TASK DIRECTIONS: Some lines in the listing hold the word "lane". Return each of them.

INPUT MATERIAL:

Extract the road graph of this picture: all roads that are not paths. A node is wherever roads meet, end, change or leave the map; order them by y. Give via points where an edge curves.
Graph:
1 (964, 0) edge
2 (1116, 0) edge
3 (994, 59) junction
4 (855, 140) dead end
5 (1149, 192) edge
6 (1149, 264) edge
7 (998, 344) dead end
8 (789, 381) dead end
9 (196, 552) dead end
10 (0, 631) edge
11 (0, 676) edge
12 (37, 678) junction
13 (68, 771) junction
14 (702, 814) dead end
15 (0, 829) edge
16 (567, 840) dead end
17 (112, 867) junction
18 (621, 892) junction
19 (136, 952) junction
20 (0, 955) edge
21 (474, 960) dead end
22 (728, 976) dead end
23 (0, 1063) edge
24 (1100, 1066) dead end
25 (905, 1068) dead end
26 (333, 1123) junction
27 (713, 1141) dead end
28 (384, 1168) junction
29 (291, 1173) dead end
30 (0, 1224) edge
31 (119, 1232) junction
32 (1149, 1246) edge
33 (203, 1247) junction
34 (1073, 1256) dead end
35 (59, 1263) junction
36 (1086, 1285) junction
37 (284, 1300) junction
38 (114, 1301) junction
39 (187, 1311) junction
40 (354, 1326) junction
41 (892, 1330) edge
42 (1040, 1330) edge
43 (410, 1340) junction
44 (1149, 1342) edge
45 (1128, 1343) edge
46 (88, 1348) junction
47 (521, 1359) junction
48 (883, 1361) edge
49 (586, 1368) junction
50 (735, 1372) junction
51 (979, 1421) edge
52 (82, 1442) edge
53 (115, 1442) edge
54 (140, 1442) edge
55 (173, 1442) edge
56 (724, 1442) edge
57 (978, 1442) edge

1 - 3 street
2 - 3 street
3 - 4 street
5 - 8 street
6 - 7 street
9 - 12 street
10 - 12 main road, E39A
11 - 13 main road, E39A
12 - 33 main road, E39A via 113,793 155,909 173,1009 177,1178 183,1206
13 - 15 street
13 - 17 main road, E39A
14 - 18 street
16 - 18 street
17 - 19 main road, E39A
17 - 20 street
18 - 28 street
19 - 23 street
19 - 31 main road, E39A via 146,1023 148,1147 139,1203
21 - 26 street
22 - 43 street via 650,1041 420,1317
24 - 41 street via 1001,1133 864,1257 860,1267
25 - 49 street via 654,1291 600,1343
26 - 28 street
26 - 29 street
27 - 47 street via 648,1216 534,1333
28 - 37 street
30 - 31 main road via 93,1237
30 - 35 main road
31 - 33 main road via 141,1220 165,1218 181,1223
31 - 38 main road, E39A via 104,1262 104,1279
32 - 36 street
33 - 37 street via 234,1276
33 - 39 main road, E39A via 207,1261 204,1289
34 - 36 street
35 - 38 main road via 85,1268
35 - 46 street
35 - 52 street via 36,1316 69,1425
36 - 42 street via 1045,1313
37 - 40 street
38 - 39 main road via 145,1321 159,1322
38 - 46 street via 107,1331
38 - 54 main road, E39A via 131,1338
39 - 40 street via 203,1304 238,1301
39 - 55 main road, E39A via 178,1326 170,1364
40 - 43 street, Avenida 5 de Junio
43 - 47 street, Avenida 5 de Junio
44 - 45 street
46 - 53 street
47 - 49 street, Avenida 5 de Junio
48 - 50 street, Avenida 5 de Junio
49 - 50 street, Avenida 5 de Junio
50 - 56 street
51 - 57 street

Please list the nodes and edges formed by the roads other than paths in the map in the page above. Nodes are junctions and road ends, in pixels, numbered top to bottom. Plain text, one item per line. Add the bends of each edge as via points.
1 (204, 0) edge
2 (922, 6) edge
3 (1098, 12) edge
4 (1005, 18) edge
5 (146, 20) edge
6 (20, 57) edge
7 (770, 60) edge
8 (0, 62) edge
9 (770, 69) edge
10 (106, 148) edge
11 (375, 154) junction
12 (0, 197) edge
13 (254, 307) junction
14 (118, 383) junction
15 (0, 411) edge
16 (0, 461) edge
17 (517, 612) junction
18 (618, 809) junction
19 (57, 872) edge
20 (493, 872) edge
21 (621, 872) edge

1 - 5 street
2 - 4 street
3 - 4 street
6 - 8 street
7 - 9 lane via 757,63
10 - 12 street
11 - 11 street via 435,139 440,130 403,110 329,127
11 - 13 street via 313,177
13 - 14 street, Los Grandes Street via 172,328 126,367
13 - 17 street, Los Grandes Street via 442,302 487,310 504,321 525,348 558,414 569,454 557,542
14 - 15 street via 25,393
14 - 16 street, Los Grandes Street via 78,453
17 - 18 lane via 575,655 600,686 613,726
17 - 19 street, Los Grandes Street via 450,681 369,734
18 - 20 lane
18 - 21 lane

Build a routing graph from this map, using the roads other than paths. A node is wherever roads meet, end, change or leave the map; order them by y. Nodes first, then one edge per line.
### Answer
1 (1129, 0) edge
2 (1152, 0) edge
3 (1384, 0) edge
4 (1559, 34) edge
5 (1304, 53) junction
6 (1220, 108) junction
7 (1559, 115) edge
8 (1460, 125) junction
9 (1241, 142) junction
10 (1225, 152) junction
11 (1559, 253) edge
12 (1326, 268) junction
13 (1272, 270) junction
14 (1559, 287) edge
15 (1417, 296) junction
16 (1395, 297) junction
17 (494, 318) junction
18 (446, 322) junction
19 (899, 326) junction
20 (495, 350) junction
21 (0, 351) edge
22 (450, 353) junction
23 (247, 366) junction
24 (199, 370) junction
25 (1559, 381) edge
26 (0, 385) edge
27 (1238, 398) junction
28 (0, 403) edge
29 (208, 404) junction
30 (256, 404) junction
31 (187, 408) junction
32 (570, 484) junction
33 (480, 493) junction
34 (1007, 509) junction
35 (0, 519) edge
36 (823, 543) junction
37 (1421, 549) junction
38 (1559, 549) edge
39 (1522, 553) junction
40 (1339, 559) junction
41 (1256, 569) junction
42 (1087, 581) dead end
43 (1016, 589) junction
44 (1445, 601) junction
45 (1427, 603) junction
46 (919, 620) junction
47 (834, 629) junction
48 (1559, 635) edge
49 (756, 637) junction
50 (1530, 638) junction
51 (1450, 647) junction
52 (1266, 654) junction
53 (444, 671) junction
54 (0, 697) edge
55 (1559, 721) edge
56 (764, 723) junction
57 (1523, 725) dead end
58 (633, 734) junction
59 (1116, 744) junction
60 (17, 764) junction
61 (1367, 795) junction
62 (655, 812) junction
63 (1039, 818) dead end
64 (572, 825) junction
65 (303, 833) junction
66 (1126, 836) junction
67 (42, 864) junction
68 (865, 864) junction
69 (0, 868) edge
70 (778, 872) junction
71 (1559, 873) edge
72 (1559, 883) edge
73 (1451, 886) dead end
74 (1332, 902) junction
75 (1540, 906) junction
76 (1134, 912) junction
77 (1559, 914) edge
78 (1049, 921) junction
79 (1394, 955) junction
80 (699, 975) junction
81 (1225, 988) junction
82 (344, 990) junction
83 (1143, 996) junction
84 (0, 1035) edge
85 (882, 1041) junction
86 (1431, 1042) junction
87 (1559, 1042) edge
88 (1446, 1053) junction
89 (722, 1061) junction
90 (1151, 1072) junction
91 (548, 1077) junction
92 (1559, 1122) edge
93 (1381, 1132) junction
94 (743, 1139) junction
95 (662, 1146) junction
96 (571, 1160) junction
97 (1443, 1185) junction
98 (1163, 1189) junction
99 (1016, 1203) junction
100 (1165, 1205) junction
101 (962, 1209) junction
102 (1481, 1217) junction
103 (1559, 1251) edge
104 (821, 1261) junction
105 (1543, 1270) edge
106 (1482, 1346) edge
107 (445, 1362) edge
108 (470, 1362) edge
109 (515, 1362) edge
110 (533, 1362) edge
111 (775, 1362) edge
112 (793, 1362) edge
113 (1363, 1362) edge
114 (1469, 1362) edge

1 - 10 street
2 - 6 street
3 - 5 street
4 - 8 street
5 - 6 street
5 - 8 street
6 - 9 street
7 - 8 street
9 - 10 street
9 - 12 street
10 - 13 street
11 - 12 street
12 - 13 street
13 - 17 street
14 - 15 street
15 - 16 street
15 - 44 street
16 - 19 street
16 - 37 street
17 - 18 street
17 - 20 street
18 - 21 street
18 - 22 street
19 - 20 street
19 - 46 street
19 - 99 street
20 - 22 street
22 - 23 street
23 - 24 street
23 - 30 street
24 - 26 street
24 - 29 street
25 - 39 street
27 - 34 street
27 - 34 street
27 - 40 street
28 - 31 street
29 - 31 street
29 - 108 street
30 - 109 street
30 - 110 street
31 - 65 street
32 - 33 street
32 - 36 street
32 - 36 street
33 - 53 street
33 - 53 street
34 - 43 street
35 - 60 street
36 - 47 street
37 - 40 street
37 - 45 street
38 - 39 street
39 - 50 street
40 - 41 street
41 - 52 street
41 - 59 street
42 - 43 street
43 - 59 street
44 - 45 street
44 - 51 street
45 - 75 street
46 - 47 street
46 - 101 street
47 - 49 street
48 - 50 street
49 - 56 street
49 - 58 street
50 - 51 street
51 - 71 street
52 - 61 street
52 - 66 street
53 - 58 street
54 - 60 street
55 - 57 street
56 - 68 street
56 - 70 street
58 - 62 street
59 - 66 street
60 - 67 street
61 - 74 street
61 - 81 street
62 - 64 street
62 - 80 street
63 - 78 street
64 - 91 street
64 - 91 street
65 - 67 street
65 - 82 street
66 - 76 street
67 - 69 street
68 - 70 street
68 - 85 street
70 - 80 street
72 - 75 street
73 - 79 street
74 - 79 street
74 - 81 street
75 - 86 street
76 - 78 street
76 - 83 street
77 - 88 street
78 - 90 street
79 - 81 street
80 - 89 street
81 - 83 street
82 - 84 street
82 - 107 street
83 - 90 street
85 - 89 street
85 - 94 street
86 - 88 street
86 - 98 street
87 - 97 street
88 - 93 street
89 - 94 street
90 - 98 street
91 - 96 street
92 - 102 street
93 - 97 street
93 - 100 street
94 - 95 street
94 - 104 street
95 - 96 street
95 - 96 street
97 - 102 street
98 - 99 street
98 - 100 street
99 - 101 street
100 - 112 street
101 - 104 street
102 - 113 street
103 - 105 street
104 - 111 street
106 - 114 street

PROBLEM SOLUTION:
7 - 9 lane via 757,63
17 - 18 lane via 575,655 600,686 613,726
18 - 20 lane
18 - 21 lane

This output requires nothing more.